▶ **Task prompt**:
Your answer consists of the lines in the data that contain "Wally". Copy each of them.

▶ **Provided records**:
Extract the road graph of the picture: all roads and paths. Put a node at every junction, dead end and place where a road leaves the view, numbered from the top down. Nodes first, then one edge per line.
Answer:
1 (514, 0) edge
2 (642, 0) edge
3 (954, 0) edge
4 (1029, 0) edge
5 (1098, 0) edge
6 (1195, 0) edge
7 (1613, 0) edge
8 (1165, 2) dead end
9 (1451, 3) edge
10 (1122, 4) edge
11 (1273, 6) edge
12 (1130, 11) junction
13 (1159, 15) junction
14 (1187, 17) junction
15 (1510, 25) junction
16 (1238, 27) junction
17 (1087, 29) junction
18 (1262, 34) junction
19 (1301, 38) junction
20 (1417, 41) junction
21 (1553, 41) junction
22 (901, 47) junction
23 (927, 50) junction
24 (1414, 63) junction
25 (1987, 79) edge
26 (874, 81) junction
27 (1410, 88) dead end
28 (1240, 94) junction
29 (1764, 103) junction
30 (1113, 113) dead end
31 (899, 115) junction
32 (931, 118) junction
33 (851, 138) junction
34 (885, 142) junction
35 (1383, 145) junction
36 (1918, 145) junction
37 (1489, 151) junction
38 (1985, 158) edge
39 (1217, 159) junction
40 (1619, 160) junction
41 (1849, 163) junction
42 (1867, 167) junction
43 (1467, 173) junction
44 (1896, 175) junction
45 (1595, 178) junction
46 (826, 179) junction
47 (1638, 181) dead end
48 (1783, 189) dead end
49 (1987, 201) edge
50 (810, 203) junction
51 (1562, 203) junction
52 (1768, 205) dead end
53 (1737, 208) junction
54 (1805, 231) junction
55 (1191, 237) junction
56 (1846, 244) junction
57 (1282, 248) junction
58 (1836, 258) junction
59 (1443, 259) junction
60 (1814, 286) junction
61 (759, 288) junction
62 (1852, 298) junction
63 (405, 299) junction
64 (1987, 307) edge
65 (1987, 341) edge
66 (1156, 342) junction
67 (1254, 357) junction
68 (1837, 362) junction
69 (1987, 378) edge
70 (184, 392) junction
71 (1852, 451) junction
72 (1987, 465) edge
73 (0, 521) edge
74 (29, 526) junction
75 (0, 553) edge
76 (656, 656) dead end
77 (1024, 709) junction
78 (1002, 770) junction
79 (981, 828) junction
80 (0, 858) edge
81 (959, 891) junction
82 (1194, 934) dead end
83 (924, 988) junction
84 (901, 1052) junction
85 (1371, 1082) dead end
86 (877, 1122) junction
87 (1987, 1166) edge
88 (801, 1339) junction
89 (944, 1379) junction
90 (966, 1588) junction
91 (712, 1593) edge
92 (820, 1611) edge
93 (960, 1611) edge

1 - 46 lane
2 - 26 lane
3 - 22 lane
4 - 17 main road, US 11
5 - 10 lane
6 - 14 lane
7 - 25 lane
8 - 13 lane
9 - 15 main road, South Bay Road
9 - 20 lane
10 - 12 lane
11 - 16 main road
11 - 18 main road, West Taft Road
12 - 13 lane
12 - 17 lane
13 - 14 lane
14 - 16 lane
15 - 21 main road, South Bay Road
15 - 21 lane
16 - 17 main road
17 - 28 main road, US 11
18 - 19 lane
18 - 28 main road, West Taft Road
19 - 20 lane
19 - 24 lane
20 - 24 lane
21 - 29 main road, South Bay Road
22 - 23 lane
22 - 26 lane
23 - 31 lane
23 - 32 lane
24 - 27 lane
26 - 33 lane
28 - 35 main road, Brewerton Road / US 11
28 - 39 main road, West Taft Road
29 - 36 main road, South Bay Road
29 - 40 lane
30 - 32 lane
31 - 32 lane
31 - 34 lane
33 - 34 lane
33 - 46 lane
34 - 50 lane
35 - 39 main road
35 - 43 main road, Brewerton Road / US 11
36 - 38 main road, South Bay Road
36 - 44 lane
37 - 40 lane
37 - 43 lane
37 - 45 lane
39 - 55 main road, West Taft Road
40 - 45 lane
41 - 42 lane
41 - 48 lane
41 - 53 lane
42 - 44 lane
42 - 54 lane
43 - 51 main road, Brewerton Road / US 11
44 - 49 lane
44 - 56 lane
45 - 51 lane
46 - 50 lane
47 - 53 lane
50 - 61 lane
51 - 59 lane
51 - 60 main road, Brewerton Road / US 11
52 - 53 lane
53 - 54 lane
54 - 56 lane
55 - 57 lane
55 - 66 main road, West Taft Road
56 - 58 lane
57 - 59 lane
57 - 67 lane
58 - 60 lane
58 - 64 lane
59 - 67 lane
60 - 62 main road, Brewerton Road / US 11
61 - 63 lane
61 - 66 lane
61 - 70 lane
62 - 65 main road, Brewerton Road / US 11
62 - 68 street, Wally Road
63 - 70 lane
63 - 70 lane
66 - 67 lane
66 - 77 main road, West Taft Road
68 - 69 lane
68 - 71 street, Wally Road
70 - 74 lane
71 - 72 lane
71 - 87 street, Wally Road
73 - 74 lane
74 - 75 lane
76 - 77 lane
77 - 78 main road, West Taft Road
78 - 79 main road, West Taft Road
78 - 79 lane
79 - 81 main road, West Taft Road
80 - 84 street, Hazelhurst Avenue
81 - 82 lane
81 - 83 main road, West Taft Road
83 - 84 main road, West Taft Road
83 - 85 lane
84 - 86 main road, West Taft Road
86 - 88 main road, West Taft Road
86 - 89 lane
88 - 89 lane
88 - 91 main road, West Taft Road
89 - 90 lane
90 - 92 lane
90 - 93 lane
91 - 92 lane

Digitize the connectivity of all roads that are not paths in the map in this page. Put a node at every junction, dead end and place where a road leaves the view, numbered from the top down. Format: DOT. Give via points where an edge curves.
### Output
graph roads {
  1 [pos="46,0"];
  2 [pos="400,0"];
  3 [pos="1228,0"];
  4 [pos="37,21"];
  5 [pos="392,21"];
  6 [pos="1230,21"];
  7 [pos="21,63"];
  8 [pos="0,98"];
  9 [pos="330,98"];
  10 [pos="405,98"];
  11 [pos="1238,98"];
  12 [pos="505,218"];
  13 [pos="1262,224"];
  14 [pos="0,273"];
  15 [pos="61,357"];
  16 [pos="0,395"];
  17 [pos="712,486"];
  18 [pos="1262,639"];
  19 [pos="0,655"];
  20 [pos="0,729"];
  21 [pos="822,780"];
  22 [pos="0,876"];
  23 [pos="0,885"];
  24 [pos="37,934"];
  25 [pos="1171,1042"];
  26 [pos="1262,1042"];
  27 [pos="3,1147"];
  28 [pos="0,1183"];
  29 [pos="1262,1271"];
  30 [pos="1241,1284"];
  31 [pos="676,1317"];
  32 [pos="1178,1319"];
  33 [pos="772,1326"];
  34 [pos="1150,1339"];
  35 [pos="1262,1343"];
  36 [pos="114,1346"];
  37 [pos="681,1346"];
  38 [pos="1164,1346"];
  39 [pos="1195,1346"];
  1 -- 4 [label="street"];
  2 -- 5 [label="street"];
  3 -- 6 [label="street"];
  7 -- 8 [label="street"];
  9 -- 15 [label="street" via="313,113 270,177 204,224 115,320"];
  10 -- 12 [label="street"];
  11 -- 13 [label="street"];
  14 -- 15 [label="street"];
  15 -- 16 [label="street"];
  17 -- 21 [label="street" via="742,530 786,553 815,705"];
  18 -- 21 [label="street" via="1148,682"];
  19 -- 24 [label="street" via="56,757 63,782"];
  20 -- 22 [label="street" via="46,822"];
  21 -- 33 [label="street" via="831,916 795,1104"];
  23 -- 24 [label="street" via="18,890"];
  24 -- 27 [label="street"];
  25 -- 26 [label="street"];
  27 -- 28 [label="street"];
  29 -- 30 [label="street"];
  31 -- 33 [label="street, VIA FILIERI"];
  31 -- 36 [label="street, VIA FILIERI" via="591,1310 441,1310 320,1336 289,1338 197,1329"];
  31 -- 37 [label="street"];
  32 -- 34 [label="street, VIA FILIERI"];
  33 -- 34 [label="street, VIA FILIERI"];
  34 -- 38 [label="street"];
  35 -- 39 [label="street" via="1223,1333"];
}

▶ **Output for this task**:
62 - 68 street, Wally Road
68 - 71 street, Wally Road
71 - 87 street, Wally Road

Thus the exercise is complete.